Question

A straight line is drawn through the point $P(2,2)$ and is inclined at an angle of $30$ with the $X-$axis. Find the coordinates of two points on it at a distance $4$ from $P$ on either side on $P$.

Answer 1

Given that $\theta ={30}^0$

Therefore, $\Rightarrow m=\tan \theta =\tan \left({30}^0\right)=\frac{1}{\sqrt{3}}$

Given that the line has slope $\frac{1}{\sqrt{3}}$ and passes through $P(2,2)$

$\Rightarrow y-y_1=m(x-x_1)$

$\Rightarrow y-2=\frac{1}{\sqrt{3}}(x-2)$ ..$\left(1\right)$

Let the required points be $(x_3,y_3)$ and $(x_4,y_4)$

Given that this point is $4$ units from $P$ and lies on the line $\left(1\right)$

Thereore, $\Rightarrow \sqrt{(x_3-2{)}^2+(y_3-2{)}^2}=4$

$\Rightarrow (x_3-2{)}^2+(y_3-2{)}^2=16$

$\Rightarrow (x_3-2{)}^2+\frac{1}{3}(x_3-2{)}^2=16$ (from $\left(1\right)$)

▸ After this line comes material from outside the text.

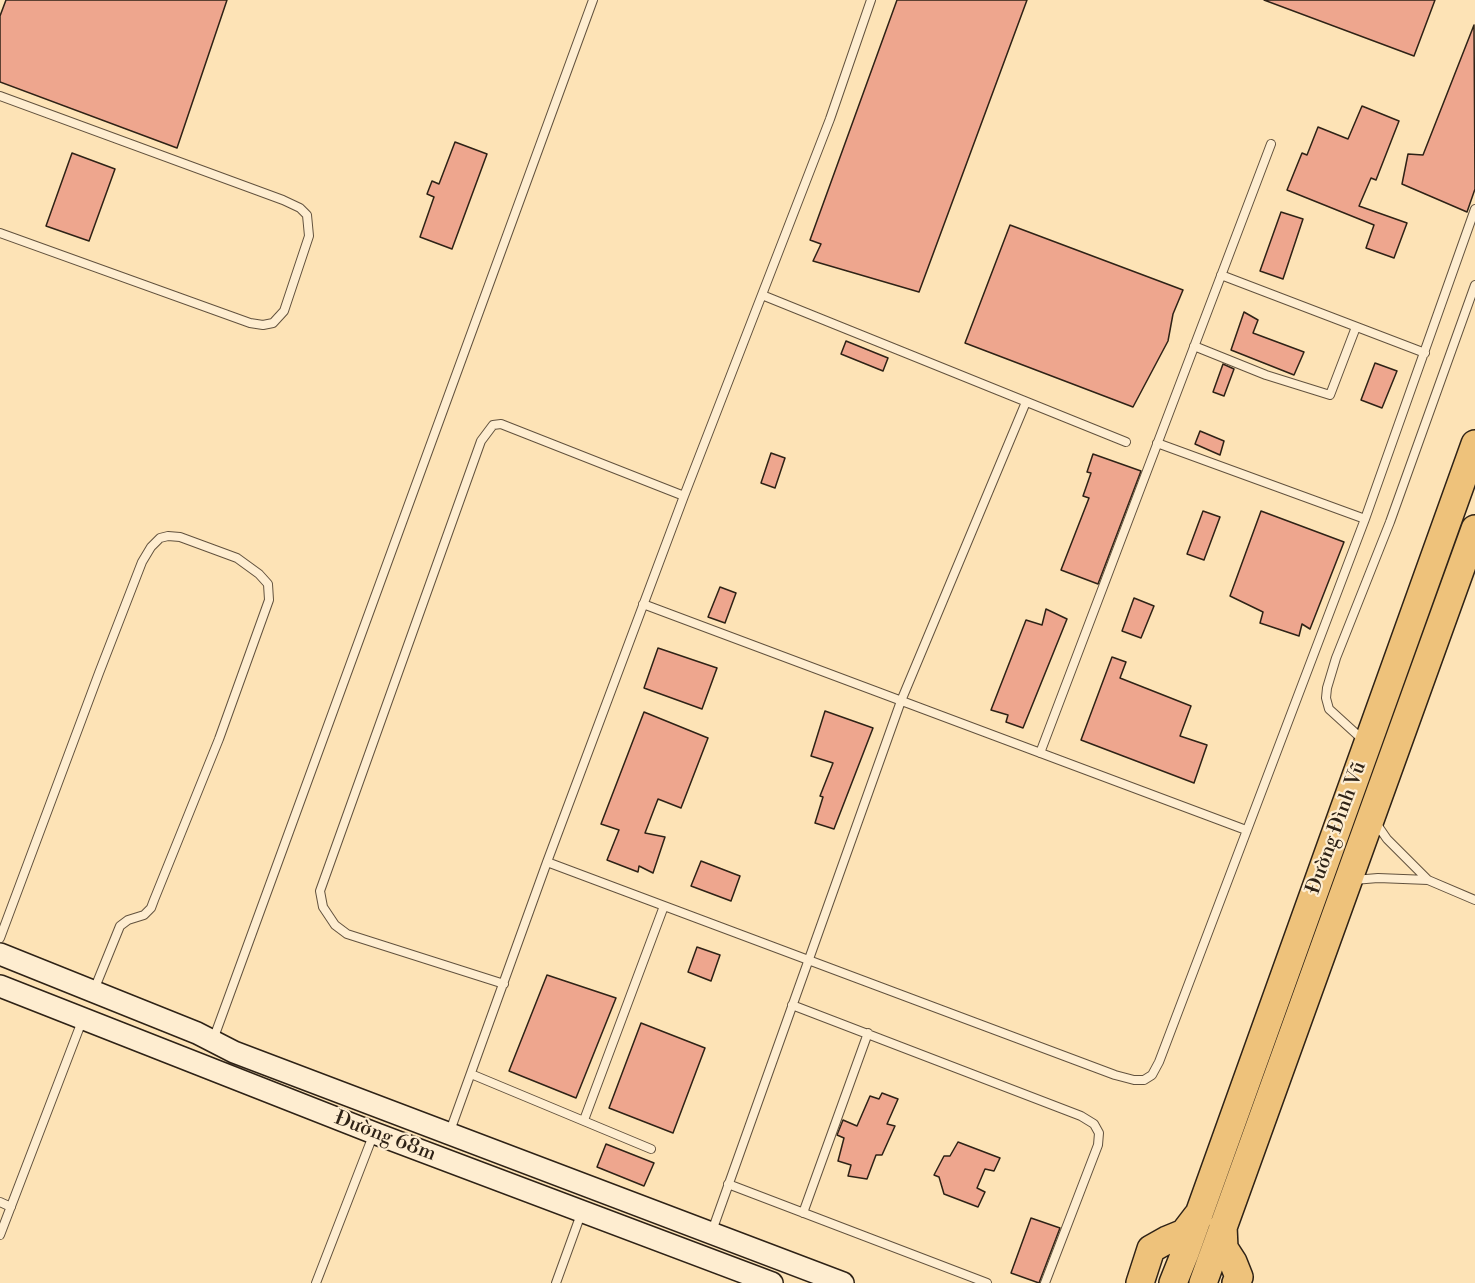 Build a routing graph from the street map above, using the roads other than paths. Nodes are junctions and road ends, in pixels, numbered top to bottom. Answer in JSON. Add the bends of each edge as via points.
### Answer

$\Rightarrow \frac{4}{3}(x_3-2{)}^2=16$

$\Rightarrow (x_3-2{)}^2=12$

$\Rightarrow (x_3-2)=\pm 2\sqrt{3}$

$\Rightarrow x_3=2\pm 2\sqrt{3}$

Substituting these values in $\left(1\right)$ we get

$\Rightarrow (x_3,y_3)=(2+2\sqrt{3},4)$ and $(x_4,y_4)=(2-2\sqrt{3},0)$